* **REQUIRED WORK**: Scan the records for the word "ring". Report each line where it occurs.

* **DATASET RECORDS**:
- Opening Delimiter -

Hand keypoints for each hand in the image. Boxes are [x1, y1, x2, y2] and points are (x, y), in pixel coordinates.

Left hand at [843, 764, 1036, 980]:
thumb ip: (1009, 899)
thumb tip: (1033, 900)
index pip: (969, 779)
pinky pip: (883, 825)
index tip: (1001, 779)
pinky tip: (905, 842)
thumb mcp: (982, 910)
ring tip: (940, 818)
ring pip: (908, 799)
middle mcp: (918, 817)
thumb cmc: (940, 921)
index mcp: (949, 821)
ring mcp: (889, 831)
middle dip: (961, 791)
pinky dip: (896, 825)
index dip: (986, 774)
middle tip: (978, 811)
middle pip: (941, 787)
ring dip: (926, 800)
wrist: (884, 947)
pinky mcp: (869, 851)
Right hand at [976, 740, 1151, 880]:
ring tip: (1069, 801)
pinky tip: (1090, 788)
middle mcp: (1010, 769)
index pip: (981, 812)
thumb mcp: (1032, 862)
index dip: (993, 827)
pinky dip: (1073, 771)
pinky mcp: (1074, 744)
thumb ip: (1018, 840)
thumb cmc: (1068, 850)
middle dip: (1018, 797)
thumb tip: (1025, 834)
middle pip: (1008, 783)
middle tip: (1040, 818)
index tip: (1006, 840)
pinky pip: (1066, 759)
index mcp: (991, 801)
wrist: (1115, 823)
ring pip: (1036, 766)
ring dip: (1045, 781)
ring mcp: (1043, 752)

- Closing Delimiter -
- Opening Delimiter -

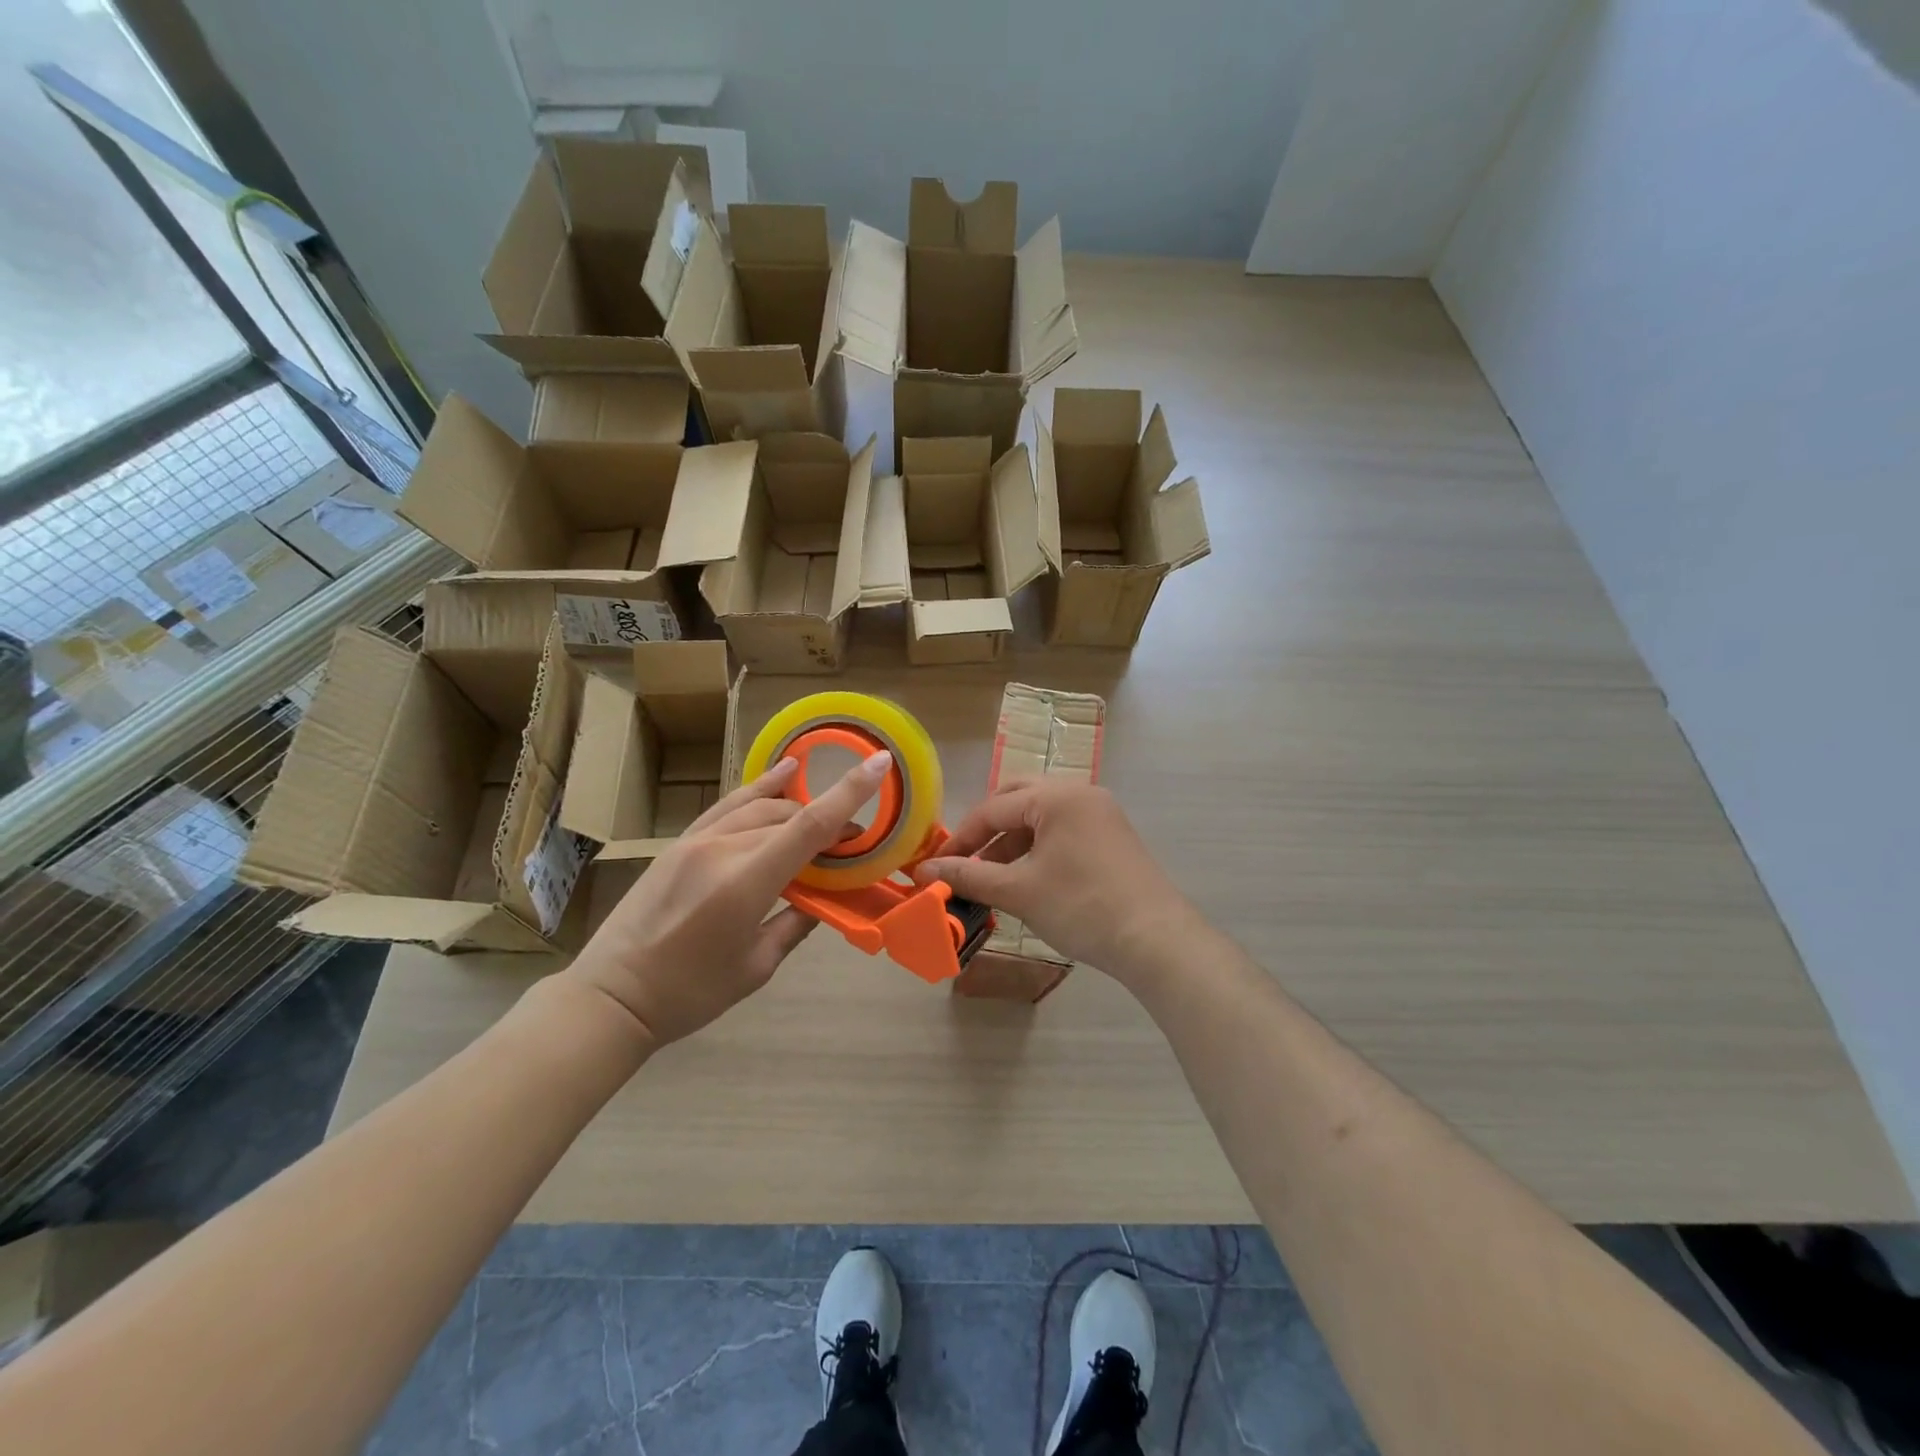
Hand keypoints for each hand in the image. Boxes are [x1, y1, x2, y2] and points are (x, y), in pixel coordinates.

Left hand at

- Closing Delimiter -

* **EXERCISE RESPONSE**:
ring tip: (940, 818)
ring pip: (908, 799)
ring mcp: (889, 831)
ring dip: (926, 800)
ring tip: (1069, 801)
ring pip: (1036, 766)
ring dip: (1045, 781)
ring mcp: (1043, 752)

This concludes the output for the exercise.